Già dopo il primo figlio, in vista del mio ritorno al lavoro avevo chiesto un cambio di servizio, perché gli orari che facevo, in particolare un turno di notte, non mi avrebbero consentito di conciliare vita lavorativa e attività di cura dei bambini. Non è stato infrequente in questi anni che un lavoratore sia passato ad altro servizio, su propria richiesta. Ma a me dicono che non si può. Dopo il secondo figlio, mi viene proposto di ridurre il monte ore, ma i miei orari non possono cambiare. Con due bambini, senza asili, senza nonni, diventa tutto difficilissimo da gestire e sono costretta a ricorrere al congedo parentale per ogni turno di notte. A quel punto, vengo spostata su un altro servizio, con un nuovo contratto, su cui viene riportato che io accetto le fasce orarie comunicate dal coordinamento, senza specificare quali siano.

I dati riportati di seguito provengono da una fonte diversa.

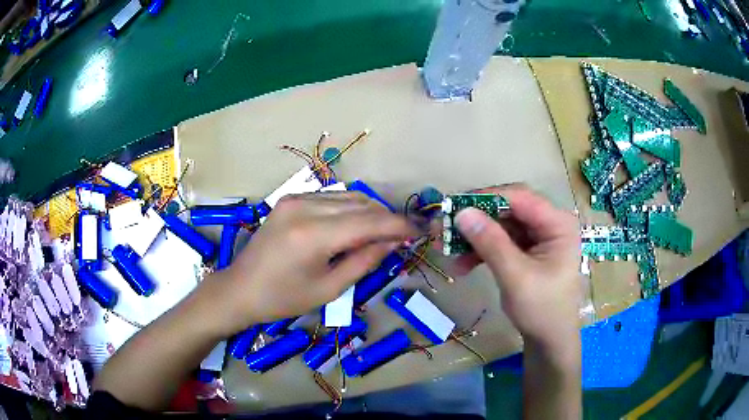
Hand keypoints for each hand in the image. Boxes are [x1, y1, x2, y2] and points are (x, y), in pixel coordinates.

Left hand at [211, 192, 417, 335]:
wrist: (241, 288)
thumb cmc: (283, 298)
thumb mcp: (329, 288)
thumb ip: (364, 260)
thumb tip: (394, 242)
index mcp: (313, 235)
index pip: (370, 221)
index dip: (399, 225)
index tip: (421, 230)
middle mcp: (305, 207)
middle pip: (362, 204)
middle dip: (387, 218)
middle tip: (404, 236)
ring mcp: (295, 199)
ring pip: (348, 197)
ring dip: (371, 212)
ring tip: (383, 233)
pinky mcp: (290, 199)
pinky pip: (332, 199)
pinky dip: (351, 209)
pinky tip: (357, 226)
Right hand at [453, 185, 581, 352]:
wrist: (549, 339)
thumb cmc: (542, 309)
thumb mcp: (516, 277)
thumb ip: (491, 243)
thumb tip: (461, 213)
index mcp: (558, 224)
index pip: (520, 197)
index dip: (486, 197)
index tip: (454, 206)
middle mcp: (549, 223)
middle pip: (508, 209)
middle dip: (476, 220)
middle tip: (445, 228)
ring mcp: (538, 237)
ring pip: (500, 225)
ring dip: (474, 237)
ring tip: (447, 251)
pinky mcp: (527, 250)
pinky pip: (500, 241)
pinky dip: (481, 250)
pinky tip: (462, 265)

Non lo firmo, perché non mi è stato comunicato niente. 

La Cgil, a cui sono iscritta, chiede alla cooperativa che il contratto sia conforme alle norme, che nel caso del part time parlano chiaro: vanno indicate la durata della prestazione e la collocazione temporale. Ma per tutta risposta, mi si propone di tornare alla mia vecchia posizione, quella con orari rigidi e predefiniti. Solo che neanche lì io rispettavo gli orari riportati sul mio contratto, rimanendo sempre più a lungo del dovuto. Inoltre è uno sportello sociale che richiede presenza fisica, perciò niente lavoro da casa. Sapevano che in questo modo mi avrebbero reso impossibile il ritorno.

Nel nuovo servizio, in cui mi avevano spostata da maggio, me la potevo cavare con lo smart working. È stato faticosissimo, ma in qualche modo si faceva. Il mio compagno, consapevole della delicatezza del momento, si è preso vari congedi, dandomi la possibilità di riaffacciarmi al lavoro con meno affanno.

Da anni, nel mio ambiente di lavoro sento ripetere in maniera quasi ossessiva una parola: flessibilità. Ma la disponibilità (pretesa e concessa da chi lavora nel sociale) inducono a considerare situazioni come la mia come qualcosa di ineluttabile. Avviene e basta. Io non pretendo di avere orari di ufficio, ma mi piacerebbe poter essere sia lavoratrice che madre. Ho due bambini piccolissimi, se potessi permettermi di essere a disposizione della cooperativa dalle 9 alle 18, avrei chiesto di passare a un full time. Almeno avrei avuto uno stipendio dignitoso. Non tutti hanno la fortuna di una rete familiare, o risorse economiche che permettono di organizzarsi la vita giorno per giorno. È avvilente pensare che diventare mamma ti costringa a scegliere tra il lavoro e i figli. Certo, se accade in una grande multinazionale fa tristezza, ma almeno te lo aspetti. Che tutto questo capiti in una cooperativa orgogliosa di essere a fianco degli ultimi, mi sembra paradossale.